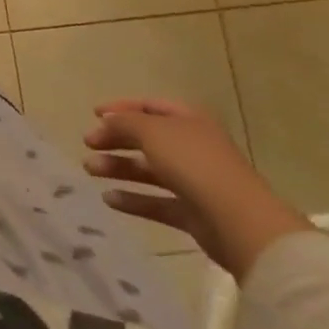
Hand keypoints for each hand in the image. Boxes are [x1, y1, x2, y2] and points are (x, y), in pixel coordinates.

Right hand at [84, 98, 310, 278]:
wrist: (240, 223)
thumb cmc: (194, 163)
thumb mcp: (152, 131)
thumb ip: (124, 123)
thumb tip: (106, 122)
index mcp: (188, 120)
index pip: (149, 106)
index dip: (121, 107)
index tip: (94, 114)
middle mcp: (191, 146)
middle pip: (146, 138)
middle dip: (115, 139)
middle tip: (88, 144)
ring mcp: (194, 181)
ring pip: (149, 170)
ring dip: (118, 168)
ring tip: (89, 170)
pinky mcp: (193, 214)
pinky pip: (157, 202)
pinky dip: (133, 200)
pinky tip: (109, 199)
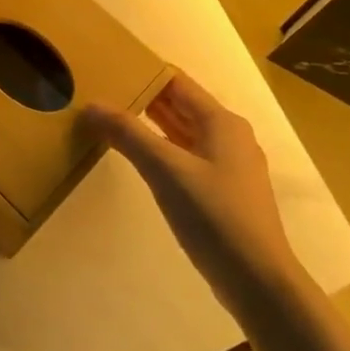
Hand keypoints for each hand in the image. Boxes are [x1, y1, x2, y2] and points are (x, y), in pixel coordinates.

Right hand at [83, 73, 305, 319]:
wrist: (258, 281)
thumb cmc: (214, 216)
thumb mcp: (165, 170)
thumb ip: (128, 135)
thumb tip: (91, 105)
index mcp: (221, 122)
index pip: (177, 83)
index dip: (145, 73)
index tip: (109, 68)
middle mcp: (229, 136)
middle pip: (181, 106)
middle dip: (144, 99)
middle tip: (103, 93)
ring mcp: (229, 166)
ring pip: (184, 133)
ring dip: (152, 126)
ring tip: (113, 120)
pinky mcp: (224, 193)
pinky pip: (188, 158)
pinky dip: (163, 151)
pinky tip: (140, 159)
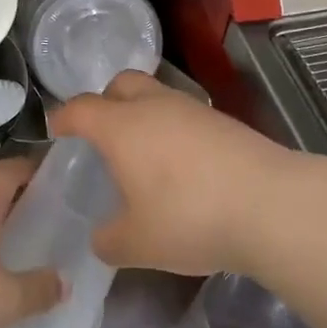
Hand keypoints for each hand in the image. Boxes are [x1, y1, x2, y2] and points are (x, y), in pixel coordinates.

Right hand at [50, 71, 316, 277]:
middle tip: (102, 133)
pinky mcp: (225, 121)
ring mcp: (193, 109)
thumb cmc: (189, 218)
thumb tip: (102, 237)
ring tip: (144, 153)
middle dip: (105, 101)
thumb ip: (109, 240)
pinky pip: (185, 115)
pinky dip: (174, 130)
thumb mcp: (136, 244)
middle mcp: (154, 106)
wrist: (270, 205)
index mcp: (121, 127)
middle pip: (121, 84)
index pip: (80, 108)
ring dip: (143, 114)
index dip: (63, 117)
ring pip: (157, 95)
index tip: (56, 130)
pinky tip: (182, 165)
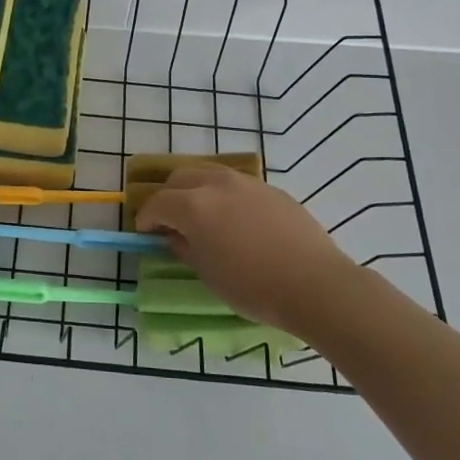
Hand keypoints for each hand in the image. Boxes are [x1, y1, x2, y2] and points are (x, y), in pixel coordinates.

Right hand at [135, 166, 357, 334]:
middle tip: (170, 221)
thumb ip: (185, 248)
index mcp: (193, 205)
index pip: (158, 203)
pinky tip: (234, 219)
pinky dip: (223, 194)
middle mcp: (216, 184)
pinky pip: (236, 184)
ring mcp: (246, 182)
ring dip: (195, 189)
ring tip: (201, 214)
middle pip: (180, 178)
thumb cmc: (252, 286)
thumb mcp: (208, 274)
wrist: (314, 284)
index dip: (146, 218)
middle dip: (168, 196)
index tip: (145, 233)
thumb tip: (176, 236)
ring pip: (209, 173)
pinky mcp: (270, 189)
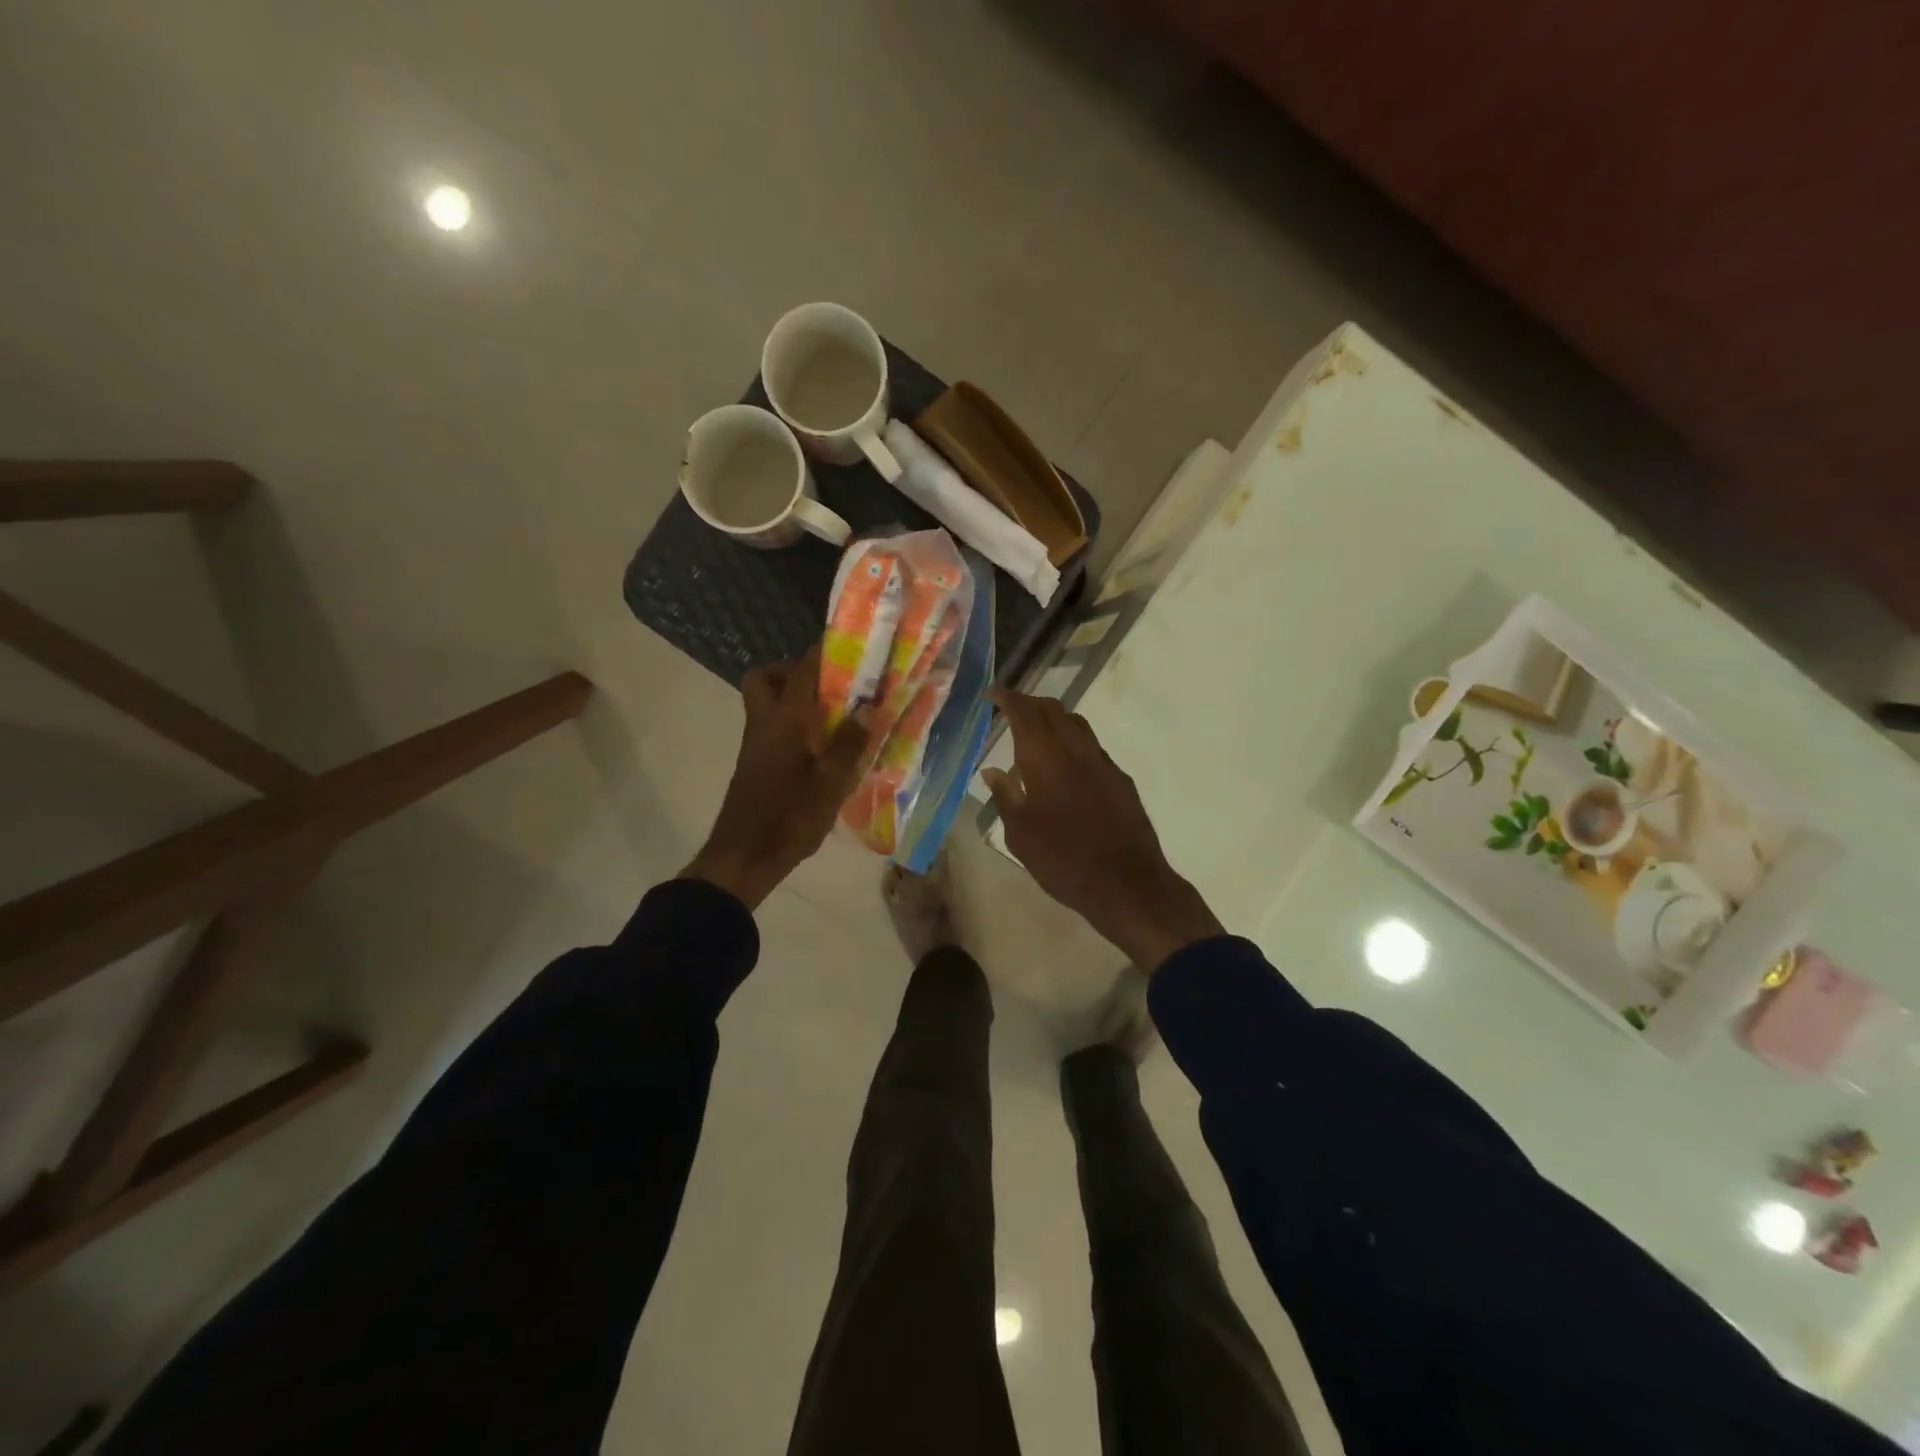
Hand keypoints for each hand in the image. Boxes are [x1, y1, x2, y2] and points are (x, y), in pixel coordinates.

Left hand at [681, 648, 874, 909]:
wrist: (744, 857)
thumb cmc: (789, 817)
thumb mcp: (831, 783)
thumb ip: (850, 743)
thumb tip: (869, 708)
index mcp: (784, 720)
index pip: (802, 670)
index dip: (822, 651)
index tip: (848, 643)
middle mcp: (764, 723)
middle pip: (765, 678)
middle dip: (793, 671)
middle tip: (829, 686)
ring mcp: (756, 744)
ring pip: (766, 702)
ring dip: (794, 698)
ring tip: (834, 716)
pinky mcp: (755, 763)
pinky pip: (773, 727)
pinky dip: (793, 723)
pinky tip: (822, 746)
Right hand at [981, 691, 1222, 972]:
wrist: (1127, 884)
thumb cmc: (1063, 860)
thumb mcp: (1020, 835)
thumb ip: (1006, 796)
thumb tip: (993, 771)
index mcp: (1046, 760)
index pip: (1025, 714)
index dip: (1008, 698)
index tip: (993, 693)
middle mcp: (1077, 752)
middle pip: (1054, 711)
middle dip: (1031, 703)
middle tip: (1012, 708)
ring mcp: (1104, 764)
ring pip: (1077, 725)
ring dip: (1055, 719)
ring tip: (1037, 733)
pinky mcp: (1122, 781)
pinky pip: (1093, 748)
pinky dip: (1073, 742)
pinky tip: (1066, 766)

# # # #

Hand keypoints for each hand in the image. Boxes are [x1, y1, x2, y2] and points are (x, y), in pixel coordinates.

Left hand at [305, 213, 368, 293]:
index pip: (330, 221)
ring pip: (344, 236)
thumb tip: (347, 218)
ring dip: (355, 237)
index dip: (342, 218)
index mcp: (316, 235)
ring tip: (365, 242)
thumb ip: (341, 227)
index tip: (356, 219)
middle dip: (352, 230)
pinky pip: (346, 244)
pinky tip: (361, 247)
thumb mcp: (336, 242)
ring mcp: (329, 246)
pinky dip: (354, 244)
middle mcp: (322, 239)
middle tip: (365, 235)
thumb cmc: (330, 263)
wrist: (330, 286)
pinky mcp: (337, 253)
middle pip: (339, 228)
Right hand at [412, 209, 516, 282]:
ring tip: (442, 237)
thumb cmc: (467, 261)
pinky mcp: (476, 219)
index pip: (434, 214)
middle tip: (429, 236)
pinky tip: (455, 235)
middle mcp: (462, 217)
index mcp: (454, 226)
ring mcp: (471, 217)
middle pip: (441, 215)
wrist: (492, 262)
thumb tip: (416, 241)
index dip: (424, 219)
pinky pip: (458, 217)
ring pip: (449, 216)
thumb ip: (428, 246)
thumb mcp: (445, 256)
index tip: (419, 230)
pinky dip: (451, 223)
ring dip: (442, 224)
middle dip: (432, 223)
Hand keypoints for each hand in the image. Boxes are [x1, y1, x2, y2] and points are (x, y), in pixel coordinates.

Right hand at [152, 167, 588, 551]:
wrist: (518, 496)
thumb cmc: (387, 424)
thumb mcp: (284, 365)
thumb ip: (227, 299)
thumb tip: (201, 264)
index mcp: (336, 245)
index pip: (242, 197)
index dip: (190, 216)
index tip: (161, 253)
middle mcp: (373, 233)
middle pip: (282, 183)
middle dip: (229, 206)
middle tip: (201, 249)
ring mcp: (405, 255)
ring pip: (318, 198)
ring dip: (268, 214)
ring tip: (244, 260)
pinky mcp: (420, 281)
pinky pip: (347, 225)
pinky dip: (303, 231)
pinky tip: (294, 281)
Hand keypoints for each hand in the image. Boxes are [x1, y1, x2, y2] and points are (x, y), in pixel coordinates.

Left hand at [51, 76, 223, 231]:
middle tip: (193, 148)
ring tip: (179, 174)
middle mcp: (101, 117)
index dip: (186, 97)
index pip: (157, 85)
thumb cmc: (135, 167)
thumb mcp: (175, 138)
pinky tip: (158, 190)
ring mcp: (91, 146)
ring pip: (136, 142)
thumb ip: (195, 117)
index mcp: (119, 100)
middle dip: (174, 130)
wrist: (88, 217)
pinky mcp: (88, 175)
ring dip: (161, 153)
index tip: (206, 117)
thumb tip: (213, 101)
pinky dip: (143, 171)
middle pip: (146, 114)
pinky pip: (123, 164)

# # # #

> [AIM OF THE EXERCISE] From the data above, return exactly the lines from the one with "ring mcp: (194, 181)" up to and including the one with "ring pip: (157, 95)". Pictures do not go in the copy.

> [RESPONSE BELOW]
ring mcp: (194, 181)
ring pip: (149, 170)
ring dip: (118, 168)
ring tip: (89, 170)
pinky mcp: (193, 214)
pinky pip: (157, 202)
pinky dip: (133, 200)
pinky tip: (109, 199)
Hand keypoints for each hand in the image. Boxes are [x1, y1, x2, y2] and points are (x, y), in pixel coordinates.

Right hand at [83, 73, 305, 319]:
wrist: (258, 281)
thumb cmc: (214, 216)
thumb mcp: (165, 170)
thumb ip: (128, 135)
thumb tip: (91, 105)
index mcp: (221, 122)
index pip: (177, 83)
index dip: (145, 73)
index tip: (109, 68)
middle mcp: (229, 136)
middle pip: (181, 106)
middle dip: (144, 99)
middle tip: (103, 93)
ring mcp: (229, 166)
ring pip: (184, 133)
ring dip: (152, 126)
ring tip: (113, 120)
pinky mcp: (224, 193)
pinky pip: (188, 158)
pinky dip: (163, 151)
pinky tip: (140, 159)
Hand keypoints for each hand in the image. Boxes are [x1, y1, x2, y2] and points are (x, y), in pixel coordinates.

Right hand at [50, 71, 316, 277]:
middle tip: (102, 133)
pinky mcp: (225, 121)
ring mcp: (193, 109)
thumb cmc: (189, 218)
thumb tip: (102, 237)
ring tip: (144, 153)
middle dip: (105, 101)
thumb ip: (109, 240)
pinky pip: (185, 115)
pinky dip: (174, 130)
thumb mcp: (136, 244)
middle mcp: (154, 106)
wrist: (270, 205)
index mcp: (121, 127)
middle pip: (121, 84)
index pip: (80, 108)
ring dip: (143, 114)
index dip: (63, 117)
ring pip: (157, 95)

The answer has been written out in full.